#### [WHAT YOU WILL DO]
The entries below should be copied exactly and completely.
☆ ☆ ☆ ☆ ☆
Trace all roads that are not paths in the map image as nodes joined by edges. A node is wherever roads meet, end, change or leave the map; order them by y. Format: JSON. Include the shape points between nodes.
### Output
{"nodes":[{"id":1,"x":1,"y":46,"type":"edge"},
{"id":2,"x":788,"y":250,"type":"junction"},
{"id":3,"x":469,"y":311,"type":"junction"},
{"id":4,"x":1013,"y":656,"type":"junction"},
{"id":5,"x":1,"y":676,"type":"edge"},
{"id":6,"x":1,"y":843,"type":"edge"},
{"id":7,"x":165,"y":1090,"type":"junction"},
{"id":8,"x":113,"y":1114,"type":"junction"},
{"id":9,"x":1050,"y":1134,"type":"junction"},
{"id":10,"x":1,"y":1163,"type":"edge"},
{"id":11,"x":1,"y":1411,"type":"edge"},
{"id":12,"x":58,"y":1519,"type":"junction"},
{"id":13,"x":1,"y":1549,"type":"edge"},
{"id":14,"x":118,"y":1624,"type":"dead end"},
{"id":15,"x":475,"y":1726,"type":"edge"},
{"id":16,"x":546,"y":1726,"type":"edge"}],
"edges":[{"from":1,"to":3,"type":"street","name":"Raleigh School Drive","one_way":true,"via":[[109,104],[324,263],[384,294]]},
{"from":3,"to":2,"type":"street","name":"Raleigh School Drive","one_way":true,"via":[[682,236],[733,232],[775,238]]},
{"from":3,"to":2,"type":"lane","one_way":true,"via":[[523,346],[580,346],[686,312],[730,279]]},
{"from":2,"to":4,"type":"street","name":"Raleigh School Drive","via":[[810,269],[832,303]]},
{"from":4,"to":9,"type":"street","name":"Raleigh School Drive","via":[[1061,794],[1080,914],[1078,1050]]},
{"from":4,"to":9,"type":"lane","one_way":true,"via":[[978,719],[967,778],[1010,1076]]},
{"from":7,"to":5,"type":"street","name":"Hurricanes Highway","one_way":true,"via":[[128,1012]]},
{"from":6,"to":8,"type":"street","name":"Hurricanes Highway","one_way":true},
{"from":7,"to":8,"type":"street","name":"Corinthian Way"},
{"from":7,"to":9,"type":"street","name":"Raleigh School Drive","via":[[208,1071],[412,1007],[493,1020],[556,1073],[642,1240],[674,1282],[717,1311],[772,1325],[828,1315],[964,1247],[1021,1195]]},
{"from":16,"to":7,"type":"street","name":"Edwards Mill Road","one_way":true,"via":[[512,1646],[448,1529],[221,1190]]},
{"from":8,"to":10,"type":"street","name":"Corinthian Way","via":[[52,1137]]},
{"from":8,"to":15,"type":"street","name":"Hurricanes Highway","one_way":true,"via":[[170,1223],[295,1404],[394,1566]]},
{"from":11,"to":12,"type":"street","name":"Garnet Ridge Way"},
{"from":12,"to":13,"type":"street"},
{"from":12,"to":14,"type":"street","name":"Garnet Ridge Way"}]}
☆ ☆ ☆ ☆ ☆
#### [ANSWER SPACE]
Trace all roads that are not paths in the map image as nodes joined by edges. A node is wherever roads meet, end, change or leave the map; order them by y. Format: JSON. Include the shape points between nodes.
### Output
{"nodes":[{"id":1,"x":1,"y":46,"type":"edge"},
{"id":2,"x":788,"y":250,"type":"junction"},
{"id":3,"x":469,"y":311,"type":"junction"},
{"id":4,"x":1013,"y":656,"type":"junction"},
{"id":5,"x":1,"y":676,"type":"edge"},
{"id":6,"x":1,"y":843,"type":"edge"},
{"id":7,"x":165,"y":1090,"type":"junction"},
{"id":8,"x":113,"y":1114,"type":"junction"},
{"id":9,"x":1050,"y":1134,"type":"junction"},
{"id":10,"x":1,"y":1163,"type":"edge"},
{"id":11,"x":1,"y":1411,"type":"edge"},
{"id":12,"x":58,"y":1519,"type":"junction"},
{"id":13,"x":1,"y":1549,"type":"edge"},
{"id":14,"x":118,"y":1624,"type":"dead end"},
{"id":15,"x":475,"y":1726,"type":"edge"},
{"id":16,"x":546,"y":1726,"type":"edge"}],
"edges":[{"from":1,"to":3,"type":"street","name":"Raleigh School Drive","one_way":true,"via":[[109,104],[324,263],[384,294]]},
{"from":3,"to":2,"type":"street","name":"Raleigh School Drive","one_way":true,"via":[[682,236],[733,232],[775,238]]},
{"from":3,"to":2,"type":"lane","one_way":true,"via":[[523,346],[580,346],[686,312],[730,279]]},
{"from":2,"to":4,"type":"street","name":"Raleigh School Drive","via":[[810,269],[832,303]]},
{"from":4,"to":9,"type":"street","name":"Raleigh School Drive","via":[[1061,794],[1080,914],[1078,1050]]},
{"from":4,"to":9,"type":"lane","one_way":true,"via":[[978,719],[967,778],[1010,1076]]},
{"from":7,"to":5,"type":"street","name":"Hurricanes Highway","one_way":true,"via":[[128,1012]]},
{"from":6,"to":8,"type":"street","name":"Hurricanes Highway","one_way":true},
{"from":7,"to":8,"type":"street","name":"Corinthian Way"},
{"from":7,"to":9,"type":"street","name":"Raleigh School Drive","via":[[208,1071],[412,1007],[493,1020],[556,1073],[642,1240],[674,1282],[717,1311],[772,1325],[828,1315],[964,1247],[1021,1195]]},
{"from":16,"to":7,"type":"street","name":"Edwards Mill Road","one_way":true,"via":[[512,1646],[448,1529],[221,1190]]},
{"from":8,"to":10,"type":"street","name":"Corinthian Way","via":[[52,1137]]},
{"from":8,"to":15,"type":"street","name":"Hurricanes Highway","one_way":true,"via":[[170,1223],[295,1404],[394,1566]]},
{"from":11,"to":12,"type":"street","name":"Garnet Ridge Way"},
{"from":12,"to":13,"type":"street"},
{"from":12,"to":14,"type":"street","name":"Garnet Ridge Way"}]}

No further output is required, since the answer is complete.